И вот эта идея встречается с чем-то таким, что готово, кажется, ее подтвердить. Разглядывающий черное поле писатель замечает растение, которое все же выстояло перед человеком, – читай: перед разрушительными силами цивилизации; это куст «татарина» у дороги. «Какая, однако, энергия и сила жизни», – и в дневнике: «Хочется написать. Отстаивать жизнь до последнего» 1. В этот момент «общая» идея и становится особой, новой, индивидуальной идеей будущего произведения.

  1. В процессе своего зарождения она, следовательно, сразу же и художественна, то есть выступает в форме первоначального образа. Этот образ есть сравнение известной Толстому судьбы Хаджи-Мурата с кустом «татарина». Отсюда идея получает социальное направление и уже готова с характерной для позднего Толстого страстью обрушиться на весь господствующий аппарат угнетения человека. Она берет своей главной художественной проблемой наиболее острое из всех возможных положений своего времени – судьбу цельной личности в борьбе отчужденных от нее систем, иначе говоря, ту проблему, которая в самых разных изменениях прошла затем через литературу XX века в ее высших образцах. Однако здесь она еще только проблема в зародыше; стать полной и убеждающей ей поможет произведение. Кроме того, чтобы развиться в искусство, а не в логический тезис, ей необходимы разные другие «вещества» – какие же?

III. «И мне вспомнилась одна давнишняя кавказская история, часть которой я видел, часть слышал от очевидцев, а часть вообразил себе. История эта, так, как она сложилась в моем воспоминании и воображении, вот какая».

Итак, они выделены, и нужно поставить лишь знаки, чтобы разграничить эти обособленные истоки искусства: а) жизнь, действительность, факт – то, что Толстой называет «слышал от очевидцев», то есть сюда включаются, конечно, и книги – письма, документы и сохранившиеся предметы, которые он перечитал и пересмотрел; б) материал сознания – «воспоминание», – который уже объединен по своему внутреннему личному принципу, а не по каким-то дисциплинам – военной, дипломатической и т. п.; в) «воображение» – способ мысли, который поведет накопленные ценности к новым, еще неведомым.

Нам остается только взглянуть в последний раз на эти истоки и попрощаться с ними, потому что больше мы их не увидим. Следующей строкой – и первой главой – начинается уже собственно произведение, где нет и следов отдельного воспоминания, или ссылок на очевидца, или воображения – «мне кажется, что могло быть так», а просто едет холодным ноябрьским вечером на лошади какой-то человек, с которым нам предстоит познакомиться, который не подозревает, что мы за ним следим и что он открывает для нас своим поведением великие проблемы человеческого существования. И автор, показавшийся было вначале, тоже исчез, ушло даже – парадоксально – и произведение, которое мы взяли в руки: осталось окно в жизнь, распахнутое единым усилием идеи, факта и воображения.
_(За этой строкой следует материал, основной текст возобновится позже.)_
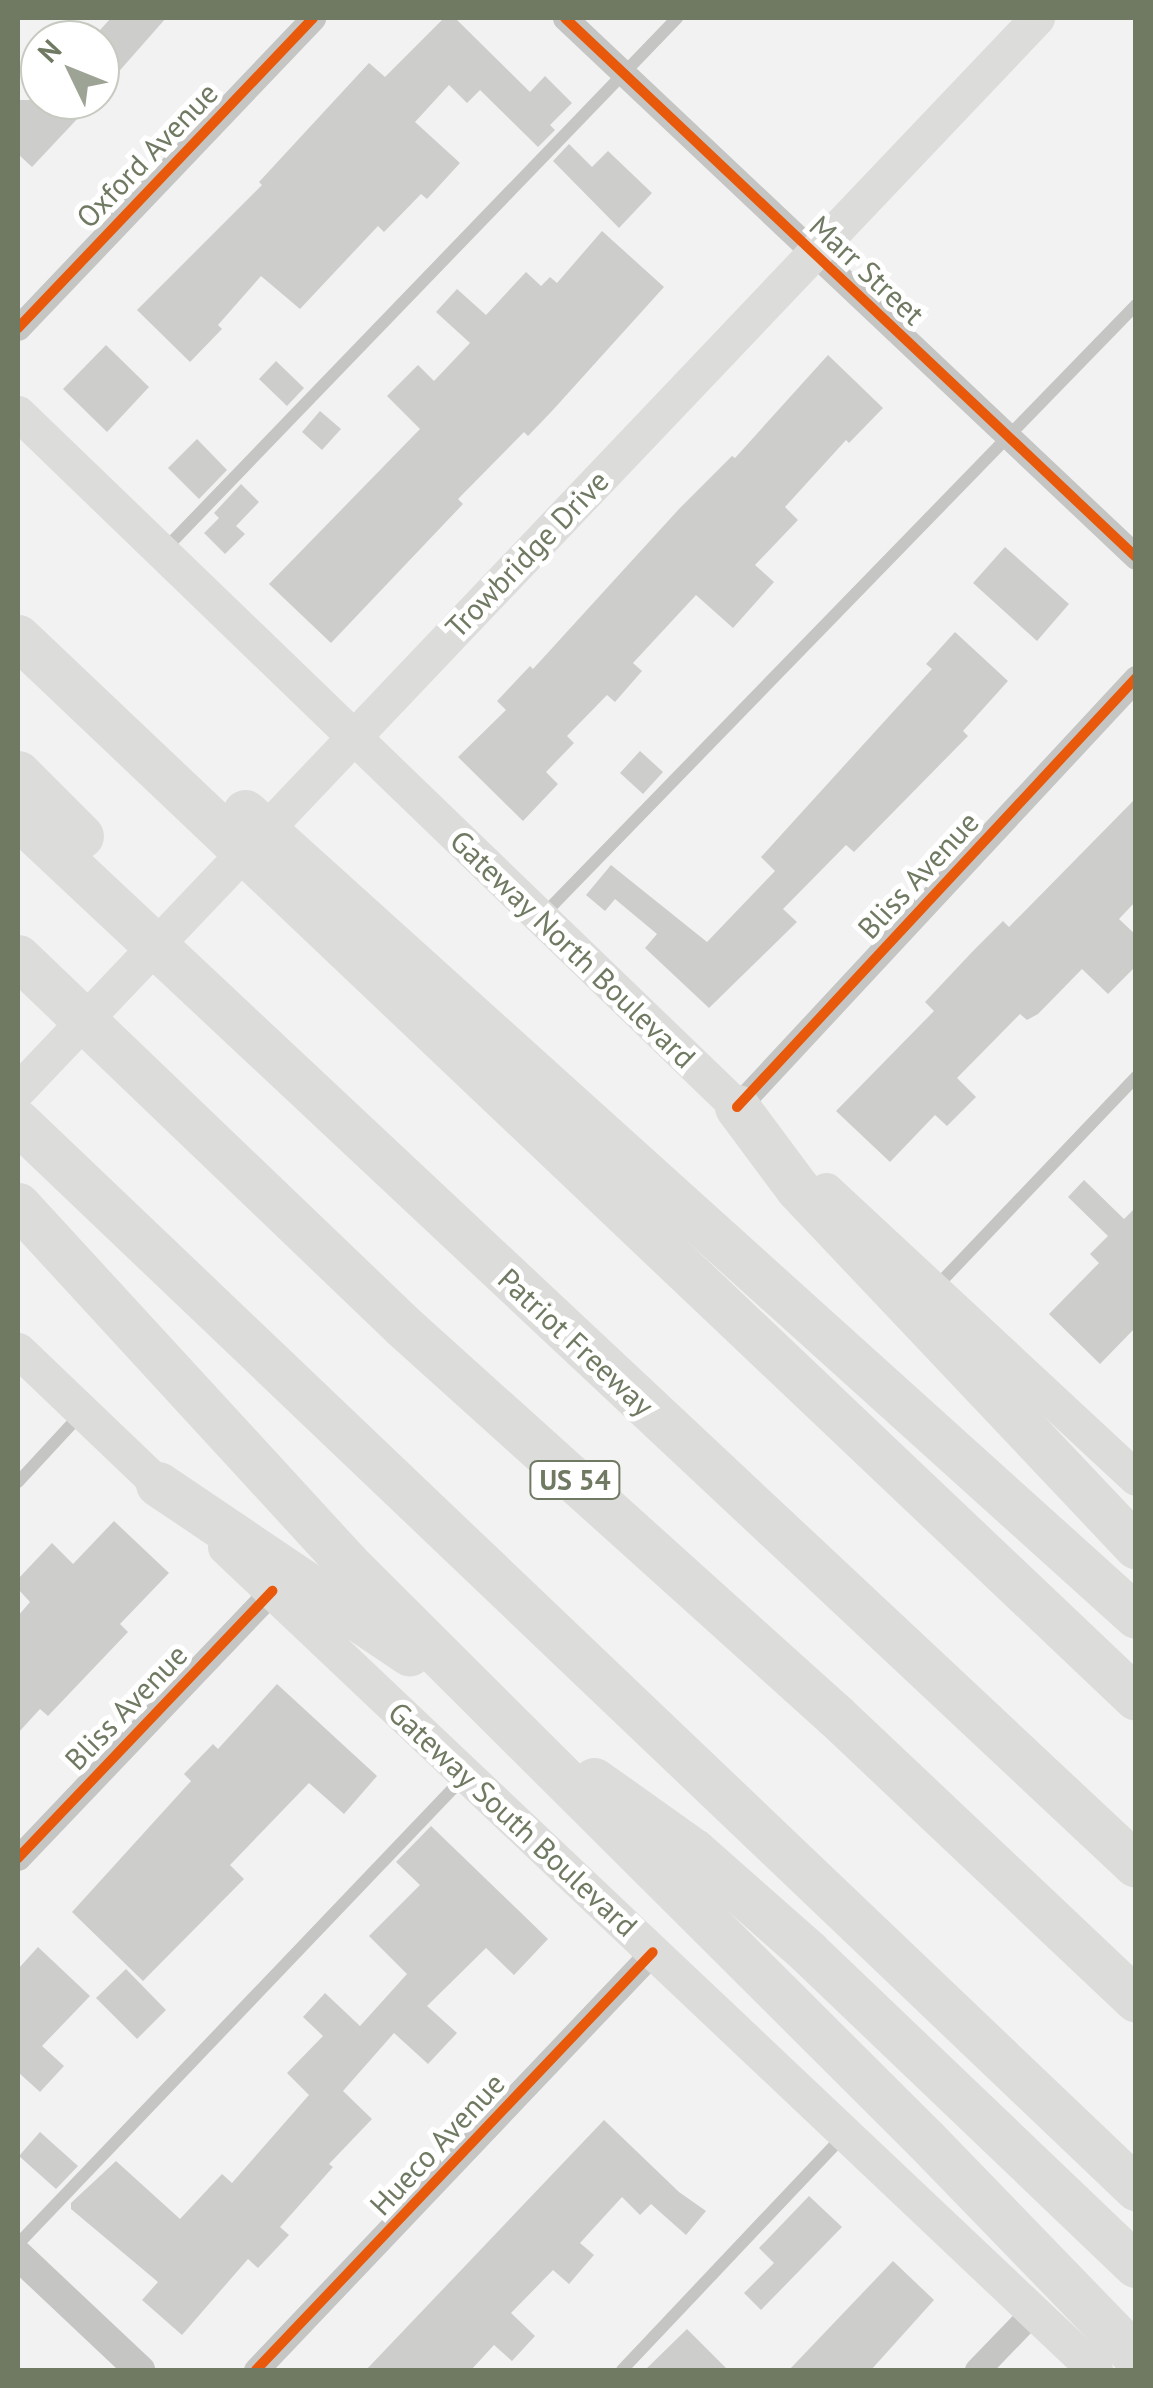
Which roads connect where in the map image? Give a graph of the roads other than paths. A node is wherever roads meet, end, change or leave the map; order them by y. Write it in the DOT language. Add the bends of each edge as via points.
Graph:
graph roads {
  1 [pos="313,18"];
  2 [pos="565,18"];
  3 [pos="677,18"];
  4 [pos="1037,18"];
  5 [pos="624,73"];
  6 [pos="813,254"];
  7 [pos="1136,305"];
  8 [pos="18,328"];
  9 [pos="18,413"];
  10 [pos="1008,438"];
  11 [pos="163,551"];
  12 [pos="1136,557"];
  13 [pos="18,637"];
  14 [pos="1136,678"];
  15 [pos="351,738"];
  16 [pos="134,747"];
  17 [pos="18,772"];
  18 [pos="18,817"];
  19 [pos="542,917"];
  20 [pos="18,956"];
  21 [pos="1136,1076"];
  22 [pos="18,1090"];
  23 [pos="737,1107"];
  24 [pos="18,1122"];
  25 [pos="394,1171"];
  26 [pos="18,1205"];
  27 [pos="933,1290"];
  28 [pos="18,1350"];
  29 [pos="83,1412"];
  30 [pos="1130,1461"];
  31 [pos="18,1482"];
  32 [pos="158,1484"];
  33 [pos="1136,1547"];
  34 [pos="272,1591"];
  35 [pos="1136,1616"];
  36 [pos="1136,1698"];
  37 [pos="466,1775"];
  38 [pos="18,1858"];
  39 [pos="1136,1866"];
  40 [pos="653,1952"];
  41 [pos="1136,2000"];
  42 [pos="844,2134"];
  43 [pos="1136,2188"];
  44 [pos="18,2244"];
  45 [pos="18,2255"];
  46 [pos="1136,2264"];
  47 [pos="1032,2312"];
  48 [pos="1136,2357"];
  49 [pos="140,2370"];
  50 [pos="256,2370"];
  51 [pos="622,2370"];
  52 [pos="978,2370"];
  53 [pos="1095,2370"];
  1 -- 8 [label="street, Oxford Avenue"];
  2 -- 5 [label="street, Marr Street"];
  3 -- 5 [label="lane"];
  4 -- 6 [label="main road, Trowbridge Drive"];
  5 -- 6 [label="street, Marr Street"];
  5 -- 11 [label="lane"];
  6 -- 10 [label="street, Marr Street"];
  6 -- 15 [label="main road, Trowbridge Drive"];
  7 -- 10 [label="lane"];
  9 -- 11 [label="main road, Gateway North Boulevard"];
  10 -- 12 [label="street, Marr Street"];
  10 -- 19 [label="lane"];
  11 -- 15 [label="main road, Gateway North Boulevard"];
  13 -- 16 [label="highway"];
  14 -- 23 [label="street, Bliss Avenue"];
  15 -- 19 [label="main road, Gateway North Boulevard"];
  15 -- 22 [label="main road, Trowbridge Drive"];
  16 -- 35 [label="highway" via="192,764"];
  16 -- 36 [label="highway"];
  17 -- 25 [label="highway" via="354,1098"];
  18 -- 25 [label="highway, Patriot Freeway"];
  19 -- 23 [label="main road, Gateway North Boulevard"];
  20 -- 41 [label="highway, US 54" via="404,1326 836,1716"];
  21 -- 27 [label="lane"];
  23 -- 27 [label="main road, Gateway North Boulevard"];
  23 -- 33 [label="highway" via="798,1189"];
  24 -- 43 [label="highway"];
  25 -- 39 [label="highway, Patriot Freeway"];
  26 -- 48 [label="highway" via="347,1563"];
  27 -- 30 [label="main road, Gateway North Boulevard"];
  28 -- 29 [label="main road, Gateway South Boulevard"];
  29 -- 31 [label="lane"];
  29 -- 32 [label="main road, Gateway South Boulevard"];
  32 -- 34 [label="main road, Gateway South Boulevard"];
  32 -- 46 [label="highway" via="694,1852"];
  34 -- 37 [label="main road, Gateway South Boulevard"];
  34 -- 38 [label="street, Bliss Avenue"];
  37 -- 40 [label="main road, Gateway South Boulevard"];
  37 -- 44 [label="lane"];
  40 -- 42 [label="main road, Gateway South Boulevard"];
  40 -- 50 [label="street, Hueco Avenue"];
  42 -- 47 [label="main road, Gateway South Boulevard"];
  42 -- 51 [label="lane"];
  45 -- 49 [label="street"];
  47 -- 52 [label="street"];
  47 -- 53 [label="main road, Gateway South Boulevard"];
}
Переступив порог произведения, мы, таким образом, оказываемся внутри целостности, которая настолько враждебна расчленению, что даже в самом факте рассуждения о ней заключено противоречие: чтобы разъяснить такое единство, правильней, кажется, просто переписать произведение, а не рассуждать и расследовать, что только вновь возвращает нас к разбросанным, хотя и нацеленным к сопряжению, «элементам».

Правда, тут есть один естественный выход.

Ведь целостность произведения не есть какая-то абсолютная точка, лишенная измерений; произведение имеет протяженность, свое художественное время, порядок в чередовании и переходе из одного «языка» в другой (фабула, характер, обстоятельства и пр.), а чаще – в смене тех особых жизнеподобных положений, которые эти «языки» совместили. Взаиморасположение и связь внутри произведения, конечно, пролагают и прочерчивают множество естественных дорог к его единству; ими может пройти и аналитик. Они вдобавок, как общее явление, давно обследованы и называются композицией.

Композиция – это дисциплинирующая сила и организатор произведения. Ей поручено следить за тем, чтобы ничто не вырывалось в сторону, в собственный закон, а именно сопрягалось в целое и поворачивалось в дополнение его мысли; она контролирует художественность во всех сочленениях и общем плане. Поэтому она не принимает обычно ни логической выводимости и соподчинения, ни простой жизненной последовательности, хотя и бывает на нее очень похожа; ее цель – расположить все куски так, чтобы они замыкались в полное выражение идеи.

Построение «Хаджи-Мурата», классически ясное и прочное, сделанное «на века», выросло из многолетних наблюдений Толстого над собственным и чужим творчеством, хотя сам писатель всячески противился этой далекой от нравственного самоусовершенствования работе. Кропотливо и не спеша переворачивал и перекладывал он главы своего «репея», стараясь найти совершенный каркас произведения. «Буду делать от себя потихоньку», – говорит он в письме к М. Л. Оболенской, сообщив предварительно, что стоит «на краю гроба» (т. 35, стр. 620) и что поэтому совестно заниматься такими пустяками. ‘В конце концов он сумел все-таки добиться редкой упорядоченности и гармонии в огромном плане этой повести.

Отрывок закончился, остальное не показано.